This 1965 Plymouth Belvedere is a factory-built 426 car, one the company’s most impressive engines ever dropped into its passenger cars. It’s funny – we make a big deal out of the modern-day Dodge Challenger Hellcat, but Chrysler has been giving customers the high-performance engines they want for generations, even sticking them in otherwise mundane midsize models like the Belvedere. This one is obviously anything but mundane, having been put to work as a drag car most of its life. Find it here on eBay with bidding over $37K and the reserve unmet.
The seller has followed the history of this Plymouth since new, tracing it back to the original owner who put the car into storage when he fell ill. A friend persuaded the family to sell it, and now the seller is listing it on behalf of the current owner. It somewhat feels like the owner knew the family had a gem of a muscle car in their garage, so hopefully he paid them a fair price. The paintwork is straight out of the period in which this car was drag raced, and that’s a very good thing. The seller notes it saw extensive action on the eastern seaboard.
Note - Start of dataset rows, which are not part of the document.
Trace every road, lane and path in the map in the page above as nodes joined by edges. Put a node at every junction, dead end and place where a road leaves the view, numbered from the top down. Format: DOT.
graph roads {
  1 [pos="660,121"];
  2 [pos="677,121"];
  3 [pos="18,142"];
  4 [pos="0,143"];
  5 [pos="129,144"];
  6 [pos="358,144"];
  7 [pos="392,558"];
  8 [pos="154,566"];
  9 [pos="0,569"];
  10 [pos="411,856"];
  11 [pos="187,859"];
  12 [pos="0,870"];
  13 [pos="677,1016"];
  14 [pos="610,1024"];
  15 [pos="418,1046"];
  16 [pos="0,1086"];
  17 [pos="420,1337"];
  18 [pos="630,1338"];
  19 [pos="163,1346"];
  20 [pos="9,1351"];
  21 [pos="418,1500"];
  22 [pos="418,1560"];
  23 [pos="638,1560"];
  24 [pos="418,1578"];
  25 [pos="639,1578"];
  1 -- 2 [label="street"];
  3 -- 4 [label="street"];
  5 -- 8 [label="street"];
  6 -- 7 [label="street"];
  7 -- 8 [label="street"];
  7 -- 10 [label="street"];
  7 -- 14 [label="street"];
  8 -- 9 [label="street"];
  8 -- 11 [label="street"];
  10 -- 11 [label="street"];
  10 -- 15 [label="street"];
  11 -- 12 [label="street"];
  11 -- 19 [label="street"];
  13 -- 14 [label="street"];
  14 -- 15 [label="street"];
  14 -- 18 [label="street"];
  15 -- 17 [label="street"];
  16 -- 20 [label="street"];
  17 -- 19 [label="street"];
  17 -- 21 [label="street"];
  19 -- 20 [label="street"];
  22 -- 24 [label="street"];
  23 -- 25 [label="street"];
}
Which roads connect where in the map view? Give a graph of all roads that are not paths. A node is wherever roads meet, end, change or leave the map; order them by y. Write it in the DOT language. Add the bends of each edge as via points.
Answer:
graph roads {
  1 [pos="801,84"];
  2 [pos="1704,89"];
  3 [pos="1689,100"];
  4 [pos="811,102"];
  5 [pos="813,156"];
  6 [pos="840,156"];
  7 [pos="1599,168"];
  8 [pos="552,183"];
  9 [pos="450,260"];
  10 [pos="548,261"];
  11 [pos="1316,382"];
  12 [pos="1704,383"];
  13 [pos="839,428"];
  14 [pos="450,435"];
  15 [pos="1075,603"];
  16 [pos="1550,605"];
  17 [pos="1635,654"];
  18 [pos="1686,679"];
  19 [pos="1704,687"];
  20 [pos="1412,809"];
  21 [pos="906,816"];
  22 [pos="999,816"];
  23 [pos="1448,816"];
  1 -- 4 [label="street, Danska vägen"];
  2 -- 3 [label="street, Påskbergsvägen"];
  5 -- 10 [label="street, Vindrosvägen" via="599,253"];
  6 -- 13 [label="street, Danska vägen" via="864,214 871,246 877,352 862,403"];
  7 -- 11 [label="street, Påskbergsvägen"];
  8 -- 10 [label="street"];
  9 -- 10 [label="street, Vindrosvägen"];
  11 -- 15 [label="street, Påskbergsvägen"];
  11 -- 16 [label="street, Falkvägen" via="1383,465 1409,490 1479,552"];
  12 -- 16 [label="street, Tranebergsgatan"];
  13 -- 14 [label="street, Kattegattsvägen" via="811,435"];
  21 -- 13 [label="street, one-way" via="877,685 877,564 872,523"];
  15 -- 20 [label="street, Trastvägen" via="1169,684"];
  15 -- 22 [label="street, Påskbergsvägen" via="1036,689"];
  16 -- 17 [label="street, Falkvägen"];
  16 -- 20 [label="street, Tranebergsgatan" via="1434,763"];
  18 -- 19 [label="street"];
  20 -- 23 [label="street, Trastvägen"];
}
The list of modifications is extensive, and broken out in graphic detail in the listing description. Basically, it feels as if no expense was spared when this Belvedere was brought home as an otherwise stock car with that thumper of an engine up front. Impressively, despite the dramatic makeover into a full-fledged drag racer, the first owner retained all of the parts he removed, from the original fenders to the stock automatic transmission. This introduces an interesting quandary: do you return this Belvedere back to its sleepy factory appearance riding on some steel wheels with wheel covers?
Personally, I would – and I know that makes the committed drag racers in our readership break out in hives. I admittedly love sleepers, and the thought of this thing packing such a monstrous engine but looking like something that came out of a 1960s Hertz parking lot just makes me warm inside. However, when you watch the videos on YouTube of it racing and the front end lifting off the ground – well, I can begin to see the argument for keeping it in its current as-raced condition. Which direction would you go with this 426-equipped Belvedere?
Since Long Island has no dragstrips anymore I’d just open the headers and start it up. Let it idle in the driveway and rev it once in a while. Of course the aroma of Cam 2 would drift across the neighborhood to the delight of everyone.
Wow
What a car! I would put the seats back in it and get rid of that dumb “can you say Hemi” stuff on the side. and try to drive it once in awhile.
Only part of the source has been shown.